The ideal forecast quality measurement directly aligns with a key business metric. Models are not often able to be trained in this way - often models are trained using error measures that will look familiar to anyone who does gradient based optimization, such as mean squared error.
In this post I introduce a method for measuring forecast quality using mixed integer linear programming. A battery operating in price arbitrage is optimized using actual prices and forecast prices. The forecast error can then be quantified by how much money dispatching the battery using the forecast leaves on the table versus dispatching with perfect foresight of prices.
NEM electricity prices & forecast data
The dataset used is a single sample of prices and forecasts supplied by AEMO for the National Electricity Market (NEM) in Australia. The price is the South Australian trading price and the forecast is the AEMO supplied predispatch price.
import pandas as pd dataset = pd.read_csv('.notebooks/data/forecast_sample.csv', index_col=0, parse_dates=True) Timestamp Trading Price [$/MWh] Predispatch Forecast [$/MWh] 2018-07-01 17:00:00 177.11 97.58039 2018-07-01 17:30:00 135.31 133.10307 2018-07-01 18:00:00 143.21 138.59979 2018-07-01 18:30:00 116.25 128.09559 2018-07-01 19:00:00 99.97 113.29413
A copy of the data is available in energy-py-linear/notebooks/data/forecast_sample.csv. A simple plot of the price and forecast is show below in Figure 1.
Figure 1 - a sample of the South Australian trading price and predispatch forecast from July 2018
Using battery storage to measure electricity price forecast quality
First we create an instance of the
Battery class. We use a large capacity battery so that the battery will chase after all possible arbitrage opportunities with a roundtrip efficiency of 100%.
import energypylinear model = energypylinear.Battery(capacity=1000, power=2, efficiency=1.0)
We then dispatch the battery using perfect foresight of prices:
perfect_foresight = model.optimize( prices=dataset.loc[:, 'Trading Price [$/MWh]'], timestep='30min' )
Next we dispatch using the forecast:
forecast = model.optimize( prices=dataset.loc[:, 'Trading Price [$/MWh]'], forecasts=dataset.loc[:, 'Predispatch Forecast [$/MWh]'], timestep='30min' )
Finally after some massaging of the
forecast objects (which are lists of dictionaries) into dataframes, we end up with:
# we multiply by -1 to convert net costs into net benefits perfect_total = -1 * perfect_foresight.loc[:, 'Actual [$/30min]'].sum() forecast_total = -1 * forecast.loc[:, 'Actual [$/30min]'].sum() forecast_error = perfect_total - forecast_total """ Optimal dispatch is a benefit of $ 429.48 Dispatching under the forecast gave a benefit of $ 302.59 Forecast error is $ 126.89 Forecast error is 29.55 % """
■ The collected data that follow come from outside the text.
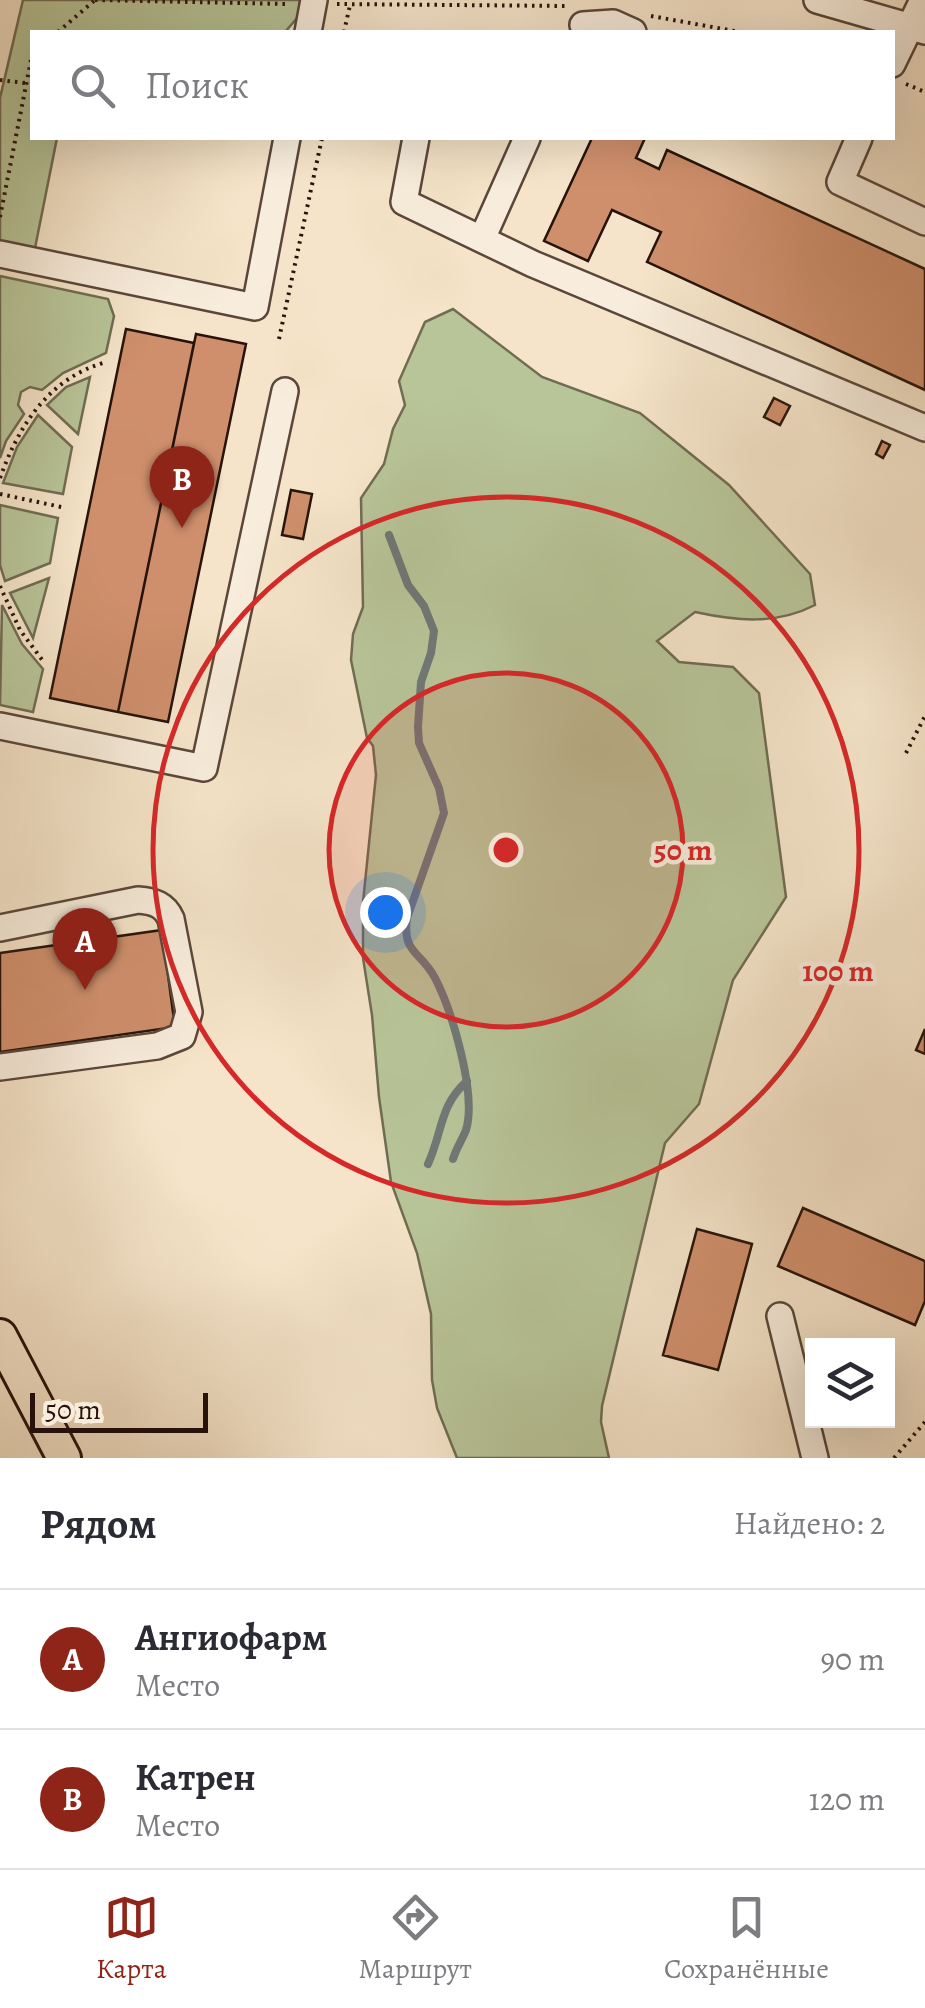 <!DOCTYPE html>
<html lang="ru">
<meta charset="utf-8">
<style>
:root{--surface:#fff;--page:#f7f7f7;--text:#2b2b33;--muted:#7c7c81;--line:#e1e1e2;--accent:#8f2418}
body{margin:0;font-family:Alegreya,serif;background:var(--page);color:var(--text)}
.controls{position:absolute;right:30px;bottom:30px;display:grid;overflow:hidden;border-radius:0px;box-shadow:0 10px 40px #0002}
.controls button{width:90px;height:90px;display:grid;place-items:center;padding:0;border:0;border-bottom:2px solid var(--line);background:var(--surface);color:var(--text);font:50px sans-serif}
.scale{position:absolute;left:30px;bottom:25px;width:178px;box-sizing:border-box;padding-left:10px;border:5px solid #27130b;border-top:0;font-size:28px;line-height:35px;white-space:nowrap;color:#27130b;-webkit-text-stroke:8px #f8eddc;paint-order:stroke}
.you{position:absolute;left:385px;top:912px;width:35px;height:35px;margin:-25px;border:8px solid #fff;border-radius:50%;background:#1a73e8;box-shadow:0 0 0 15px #1a73e833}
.badge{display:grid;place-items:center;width:65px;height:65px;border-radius:50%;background:var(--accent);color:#fff;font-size:32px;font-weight:700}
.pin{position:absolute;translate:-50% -82px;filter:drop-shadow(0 2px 5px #0008)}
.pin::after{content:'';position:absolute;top:52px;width:35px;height:30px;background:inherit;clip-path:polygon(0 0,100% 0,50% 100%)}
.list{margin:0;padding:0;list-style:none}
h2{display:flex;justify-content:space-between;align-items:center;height:130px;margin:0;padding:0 40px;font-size:42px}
h2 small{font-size:32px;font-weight:400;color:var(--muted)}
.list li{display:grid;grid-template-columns:65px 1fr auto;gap:30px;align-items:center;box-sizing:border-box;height:140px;padding:0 40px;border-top:2px solid var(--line)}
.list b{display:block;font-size:38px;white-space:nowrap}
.list p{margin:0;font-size:32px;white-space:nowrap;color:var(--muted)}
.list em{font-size:32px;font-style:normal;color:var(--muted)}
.icon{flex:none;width:55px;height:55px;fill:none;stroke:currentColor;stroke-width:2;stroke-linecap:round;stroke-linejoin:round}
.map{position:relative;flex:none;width:925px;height:1458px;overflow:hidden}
.search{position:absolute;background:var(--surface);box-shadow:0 10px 40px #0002;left:30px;right:30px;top:30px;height:110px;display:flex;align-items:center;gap:25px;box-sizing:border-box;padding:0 35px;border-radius:0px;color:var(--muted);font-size:38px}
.sheet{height:410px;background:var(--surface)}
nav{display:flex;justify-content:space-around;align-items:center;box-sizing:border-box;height:140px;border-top:2px solid var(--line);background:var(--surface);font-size:28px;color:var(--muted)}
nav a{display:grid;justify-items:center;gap:5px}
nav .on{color:var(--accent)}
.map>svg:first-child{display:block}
</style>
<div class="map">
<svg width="925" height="1458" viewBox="0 0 925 1458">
<rect width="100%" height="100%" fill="#f5e4c9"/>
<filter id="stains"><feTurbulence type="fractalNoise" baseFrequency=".002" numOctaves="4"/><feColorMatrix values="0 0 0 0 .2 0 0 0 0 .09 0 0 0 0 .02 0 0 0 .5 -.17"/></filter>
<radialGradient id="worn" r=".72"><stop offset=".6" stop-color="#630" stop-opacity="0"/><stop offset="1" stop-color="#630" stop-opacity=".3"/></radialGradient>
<!-- green -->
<path fill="#b8c599" stroke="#706c52" stroke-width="2.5" d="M23 0H300L298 17 285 32H32V138H57L35 248 0 242V98Z
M0 276 108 299 114 316 106 353 63 373 42 390 30 387 21 392 18 405 24 414 6 441 0 458Z
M453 309 542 377 640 413 729 485 810 574 815 605C776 625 737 621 695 612L657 641 679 662 733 667 759 693 786 897 733 980 699 1104 665 1143 602 1406 601 1422 609 1458H457L437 1408 432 1380 431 1314 417 1253 391 1182 379 1097 372 1015 363 958V902L376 775 373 746 367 738 351 660 353 634 363 607 361 498 384 464 393 429 405 405 399 381 425 322Z
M90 377 78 434 47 405 66 387Z
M38 415 72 447 63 494 3 483 17 447Z
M0 505 58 518 50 563 5 581 0 565Z
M49 578 33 638 10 593Z
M2 605 22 644 43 669 33 712 0 705Z"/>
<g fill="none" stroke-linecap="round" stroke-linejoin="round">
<!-- stream -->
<path stroke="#707877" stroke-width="8" d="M389 535 408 585 424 606 434 631 431 653 421 682 418 727 419 743 439 788 444 813 407 918C402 954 421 951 435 978 452 1011 477 1094 466 1130 462 1140 456 1149 453 1159
M428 1164C443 1131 439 1106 467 1081"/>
</g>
<!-- building -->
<path fill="#cf8f6c" stroke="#27130b" stroke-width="2.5" d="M592 138H645L636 158 659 169 667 150 925 269V390L647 262 661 232 612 210 588 261 544 241Z
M126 329 194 343 118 712 50 698Z
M196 334 246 344 168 722 118 712Z
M774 398 790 406 780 425 764 417Z
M882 441 890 445 883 458 876 454Z
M291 490 312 494 303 539 282 535Z
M162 930 175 1027 0 1052V953Z
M925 1029V1054L916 1050Z
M803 1208 925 1261V1301L915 1325 778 1266Z
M697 1229 752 1244 718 1370 663 1355Z"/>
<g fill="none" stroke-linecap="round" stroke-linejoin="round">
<!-- minor casing -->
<g stroke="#5a473a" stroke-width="30">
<path id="minor" d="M817 0 925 31
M583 25 613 23 633 32
M308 32 314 0
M892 64 923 0
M416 138 404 202 533 264 925 428
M859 138 840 182 925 222
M482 239 527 138
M0 254 255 307 287 138
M0 726 204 768 285 391
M0 928 138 900C154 901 165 905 171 919L189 1012 182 1036 157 1046 0 1067
M780 1316 815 1458"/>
</g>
<!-- major casing -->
<g stroke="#27130b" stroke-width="38">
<path id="major" d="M0 1336 64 1458"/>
</g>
<!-- path -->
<path stroke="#27130b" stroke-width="4" stroke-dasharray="2.5 5" stroke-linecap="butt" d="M95 0 288 4
M337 4 568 6
M651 16 740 32
M58 32 95 0
M344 32 350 5
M0 80 25 83
M906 84 925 92
M0 217 32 55
M279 339 322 138
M0 478C19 425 49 378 106 362
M0 494 66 508
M0 586 20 630 43 661
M906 753 925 716
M894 1458 925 1422"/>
<!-- minor -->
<use href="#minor" stroke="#f8eddc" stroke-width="25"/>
<!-- major -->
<use href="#major" stroke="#f5e4c9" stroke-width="32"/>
</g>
<!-- distance rings -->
<circle cx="506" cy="850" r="177" fill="#d62828" fill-opacity=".12"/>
<g fill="none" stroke="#d62828" stroke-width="5">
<circle cx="506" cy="850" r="177"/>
<circle cx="506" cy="850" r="353"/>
</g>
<circle cx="506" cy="850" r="15" fill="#d62828" stroke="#f8eddc" stroke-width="5"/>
<g font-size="30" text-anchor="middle" font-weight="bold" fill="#d62828" stroke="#f8eddc" stroke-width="9" stroke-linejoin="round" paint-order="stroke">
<text x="683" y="860">50 m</text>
<text x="838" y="981">100 m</text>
</g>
<rect width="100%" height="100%" filter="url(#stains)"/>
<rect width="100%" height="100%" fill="url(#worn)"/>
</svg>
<div class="controls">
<button><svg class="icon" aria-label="layers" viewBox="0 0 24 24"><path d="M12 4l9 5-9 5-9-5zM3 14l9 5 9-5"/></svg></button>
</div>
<div class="scale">50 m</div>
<div class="you"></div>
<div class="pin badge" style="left:85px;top:990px">A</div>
<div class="pin badge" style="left:182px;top:528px">B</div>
<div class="search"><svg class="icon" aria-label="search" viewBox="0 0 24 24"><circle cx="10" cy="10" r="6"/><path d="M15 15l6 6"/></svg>Поиск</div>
</div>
<section class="sheet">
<h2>Рядом<small>Найдено: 2</small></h2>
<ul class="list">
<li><span class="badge">A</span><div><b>Ангиофарм</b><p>Место</p></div><em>90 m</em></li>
<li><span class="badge">B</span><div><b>Катрен</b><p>Место</p></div><em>120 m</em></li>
</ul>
</section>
<nav>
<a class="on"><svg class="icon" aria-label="map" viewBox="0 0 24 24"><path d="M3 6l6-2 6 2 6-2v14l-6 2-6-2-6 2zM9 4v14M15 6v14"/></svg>Карта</a>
<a><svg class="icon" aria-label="directions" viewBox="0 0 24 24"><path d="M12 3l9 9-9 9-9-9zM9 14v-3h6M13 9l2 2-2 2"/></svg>Маршрут</a>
<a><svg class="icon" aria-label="saved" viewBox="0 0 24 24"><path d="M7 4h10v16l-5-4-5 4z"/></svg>Сохранённые</a>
</nav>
Thoughts on using linear programming to measure forecast quality
Any optimization algorithm can be used in place of linear programming. If there is any error in the optimization (say to a local minima) then the final quality measurement combines the error from both forecasting and from the optimization that used the forecast.
Linear programming is great if your system can be modelled as linear - you end up with the global optimum every time. As we are interested in energy, battery storage is an application where we can build this linear program.
This can can be specific to a certain battery configuration - for example a battery developer could measure how much using a certain forecast costs them. This can also be extended to other energy systems such as combined heat and power which can be modelled as linear programs. The ability to get measurements of forecast quality as a function of specific asset configurations is attractive for energy engineers.
A challenge with using this measurement of forecast error is what happens when the net benefit of dispatching the battery to a forecast - i.e. when the forecast quality is so bad that using it ends up losing money. Unlike other error measures such as mean squared error it’s not appropriate to simply take the absolute.
A final consideration is how this method can be used for other time series, such as stock prices or weather prediction. A large capacity battery operating in price arbitrage does somewhat resemble arbitrage of stocks, so the error measurement might be useful for comparing forecasts. It’s less clear how useful this model would be for a temperature prediction.
In summary - this post introduced a method for measuring forecast quality using linear optimization of electric battery storage. It’s suitable for measuring the economic impact of using a forecast for specific energy assets - it’s applicability to other time series is an open question.
Thanks for reading!